Gammon and Brussels sprout risotto
Recipe type: Entree
Prep time: 
Cook time: 
Total time: 
Serves: 2 mains or 4 starters
Drowning in Christmas leftovers? This recipe turns leftover gammon and Brussels sprouts into an elegant and simple meal.
  • About 100g cooked gammon/ham choppeed
  • 1 medium onion, finely chopped
  • 1 large cloves of garlic, crushed
  • About 1 cup cooked Brussels sprouts, chopped
  • 300g of risotto rice (Arborio or Carnarolli)

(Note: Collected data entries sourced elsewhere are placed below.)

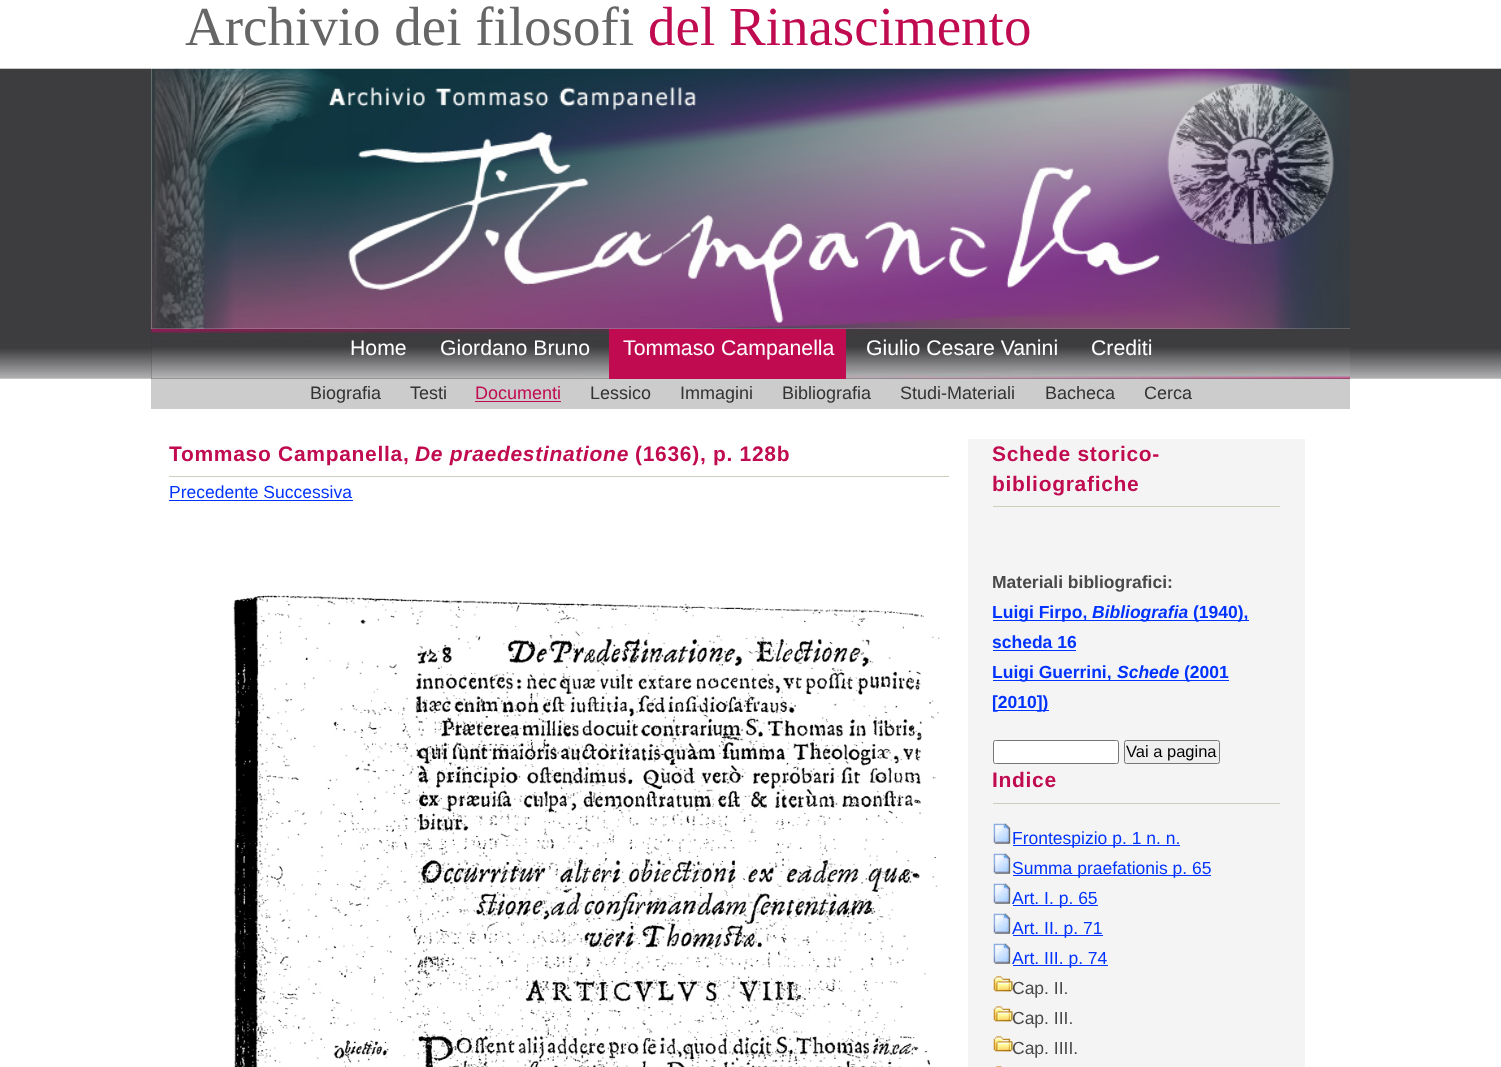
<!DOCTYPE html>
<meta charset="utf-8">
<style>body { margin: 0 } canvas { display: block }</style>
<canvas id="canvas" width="1501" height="1067"></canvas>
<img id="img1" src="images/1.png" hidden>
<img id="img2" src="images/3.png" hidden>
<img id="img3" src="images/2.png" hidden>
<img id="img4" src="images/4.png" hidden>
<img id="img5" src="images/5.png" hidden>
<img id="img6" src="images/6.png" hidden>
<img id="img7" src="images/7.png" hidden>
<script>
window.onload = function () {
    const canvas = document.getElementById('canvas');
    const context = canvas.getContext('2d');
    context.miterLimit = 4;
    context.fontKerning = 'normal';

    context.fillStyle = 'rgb(255, 255, 255)';
    context.fillRect(0, 0, 1501, 1067);
    context.drawImage(document.getElementById('img1'), 0, 68, 1501, 311);
    context.fillRect(151, 68, 1199, 311);
    context.fillStyle = 'rgb(51, 51, 51)';
    context.fillRect(151, 329, 1199, 50);
    context.drawImage(document.getElementById('img2'), 151, 328, 1199, 51);
    context.drawImage(document.getElementById('img3'), 151, 68, 1199, 261);
    context.fillStyle = 'rgb(193, 11, 80)';
    context.fillRect(609, 329, 237, 50);
    context.fillStyle = 'rgb(204, 204, 204)';
    context.fillRect(151, 379, 1199, 30);
    context.fillStyle = 'rgb(193, 11, 80)';
    context.fillRect(475, 401, 86, 1);
    context.fillStyle = 'rgb(200, 209, 186)';
    context.fillRect(169, 476, 780, 1);
    context.fillStyle = 'rgb(0, 51, 255)';
    context.fillRect(169, 500, 184, 1);
    context.drawImage(document.getElementById('img4'), 233, 595, 707, 472);
    context.fillStyle = 'rgb(244, 244, 244)';
    context.fillRect(968, 439, 337, 628);
    context.fillStyle = 'rgb(200, 209, 186)';
    context.fillRect(993, 506, 287, 1);
    context.fillStyle = 'rgb(0, 51, 255)';
    context.fillRect(993, 620, 256, 1);
    context.fillRect(993, 650, 83, 1);
    context.fillRect(993, 680, 236, 1);
    context.fillRect(993, 710, 56, 1);
    context.fillStyle = 'rgb(255, 255, 255)';
    context.beginPath();
    context.roundRect(993.5, 740.5, 125, 23, 2);
    context.fill();
    context.strokeStyle = 'rgb(118, 118, 118)';
    context.stroke();
    context.fillStyle = 'rgb(239, 239, 239)';
    context.beginPath();
    context.roundRect(1124.5, 740.5, 95, 23, 2);
    context.fill();
    context.stroke();
    context.fillStyle = 'rgb(200, 209, 186)';
    context.fillRect(993, 803, 287, 1);
    context.drawImage(document.getElementById('img5'), 993, 823, 18, 21);
    context.fillStyle = 'rgb(0, 51, 255)';
    context.fillRect(1013, 845, 167, 1);
    context.drawImage(document.getElementById('img5'), 993, 853, 18, 21);
    context.fillRect(1013, 875, 198, 1);
    context.drawImage(document.getElementById('img5'), 993, 883, 18, 21);
    context.fillRect(1013, 905, 85, 1);
    context.drawImage(document.getElementById('img5'), 993, 913, 18, 21);
    context.fillRect(1013, 935, 90, 1);
    context.drawImage(document.getElementById('img5'), 993, 943, 18, 21);
    context.fillRect(1013, 965, 95, 1);
    context.drawImage(document.getElementById('img6'), 993, 976, 20, 16);
    context.drawImage(document.getElementById('img6'), 993, 1006, 20, 16);
    context.drawImage(document.getElementById('img6'), 993, 1036, 20, 16);
    context.drawImage(document.getElementById('img7'), 996, 1066, 6, 1);
    context.font = '55px Liberation Serif';
    context.fillStyle = 'rgb(102, 102, 102)';
    context.fillText('Archivio dei filosofi', 185, 45);
    context.fillStyle = 'rgb(193, 11, 80)';
    context.fillText('del Rinascimento', 648, 45);
    context.font = '21.25px Liberation Sans';
    context.fillStyle = 'rgb(255, 255, 255)';
    context.fillText('Home', 350, 355);
    context.fillText('Giordano Bruno', 440, 355);
    context.fillText('Tommaso Campanella', 623, 355);
    context.fillText('Giulio Cesare Vanini', 866, 355);
    context.fillText('Crediti', 1091, 355);
    context.font = '18px Liberation Sans';
    context.fillStyle = 'rgb(51, 51, 51)';
    context.fillText('Biografia', 310, 399);
    context.fillText('Testi', 410, 399);
    context.fillStyle = 'rgb(193, 11, 80)';
    context.fillText('Documenti', 475, 399);
    context.fillStyle = 'rgb(51, 51, 51)';
    context.fillText('Lessico', 590, 399);
    context.fillText('Immagini', 680, 399);
    context.fillText('Bibliografia', 782, 399);
    context.fillText('Studi-Materiali', 900, 399);
    context.fillText('Bacheca', 1045, 399);
    context.fillText('Cerca', 1144, 399);
    context.letterSpacing = '0.7px';
    context.font = 'bold 21px Liberation Sans';
    context.fillStyle = 'rgb(193, 11, 80)';
    context.fillText('Tommaso Campanella,', 169, 461);
    context.font = 'italic bold 21px Liberation Sans';
    context.fillText('De praedestinatione', 415, 461);
    context.font = 'bold 21px Liberation Sans';
    context.fillText('(1636), p. 128b', 635, 461);
    context.letterSpacing = '0px';
    context.font = '17.5px Liberation Sans';
    context.fillStyle = 'rgb(0, 51, 255)';
    context.fillText('Precedente Successiva', 169, 498);
    context.letterSpacing = '0.7px';
    context.font = 'bold 21px Liberation Sans';
    context.fillStyle = 'rgb(193, 11, 80)';
    context.fillText('Schede storico-', 992, 461);
    context.fillText('bibliografiche', 992, 491);
    context.letterSpacing = '0px';
    context.font = 'bold 17.5px Liberation Sans';
    context.fillStyle = 'rgb(73, 73, 73)';
    context.fillText('Materiali bibliografici:', 992, 588);
    context.fillStyle = 'rgb(0, 51, 255)';
    context.fillText('Luigi Firpo,', 992, 618);
    context.font = 'italic bold 17.5px Liberation Sans';
    context.fillText('Bibliografia', 1092, 618);
    context.font = 'bold 17.5px Liberation Sans';
    context.fillText('(1940),', 1193, 618);
    context.fillText('scheda 16', 992, 648);
    context.fillText('Luigi Guerrini,', 992, 678);
    context.font = 'italic bold 17.5px Liberation Sans';
    context.fillText('Schede', 1117, 678);
    context.font = 'bold 17.5px Liberation Sans';
    context.fillText('(2001', 1184, 678);
    context.fillText('[2010])', 992, 708);
    context.font = '16.5px Liberation Sans';
    context.fillStyle = 'rgb(0, 0, 0)';
    context.fillText('Vai a pagina', 1126, 757);
    context.letterSpacing = '0.7px';
    context.font = 'bold 21px Liberation Sans';
    context.fillStyle = 'rgb(193, 11, 80)';
    context.fillText('Indice', 992, 787);
    context.letterSpacing = '0px';
    context.font = '17.5px Liberation Sans';
    context.fillStyle = 'rgb(0, 51, 255)';
    context.fillText('Frontespizio p. 1 n. n.', 1012, 844);
    context.fillText('Summa praefationis p. 65', 1012, 874);
    context.fillText('Art. I. p. 65', 1012, 904);
    context.fillText('Art. II. p. 71', 1012, 934);
    context.fillText('Art. III. p. 74', 1012, 964);
    context.fillStyle = 'rgb(73, 73, 73)';
    context.fillText('Cap. II.', 1012, 994);
    context.fillText('Cap. III.', 1012, 1024);
    context.fillText('Cap. IIII.', 1012, 1054);
};
</script>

  • 60g Parmesan cheese, grated
  • 150ml white wine
  • 2 tbsp olive oil
  • 20g +20g butter
  • 600ml vegetable stock
  • salt and black pepper
  1. Melt 20g of the butter together with the olive oil in a large, heavy-bottomed saucepan.  Add the onion, garlic, gammon and sprouts and sauté until the onion is translucent and the gammon is heated through.
  2. Add the rice and cook for a minute or two, stirring constantly stir so that each grain is well-coated with oil/butter.  Add the white wine and keep stirring until the liquid has been absorbed almost completely.
  3. Add the hot stock a ladleful at a time (probably about 150-200 ml per ladle).  Keep stirring until each ladleful has been completely absorbed, but do not let the rice dry out and stick to the pot.  Once each ladleful is absorbed, add the next until the stock has all been added.  The rice should be soft but each grain should retain some bite in the centre, perfectly al dente, which should take about 20 minutes.
  4. As soon as the rice is ready, remove from the heat and stir in the remaining 20g of butter and the rest of the grated Parmesan cheese.  Taste and season with salt and black pepper as desired – I added no salt as the gammon and the stock already contained enough.
  5. Garnish with a little more grated Parmesan cheese and serve immediately.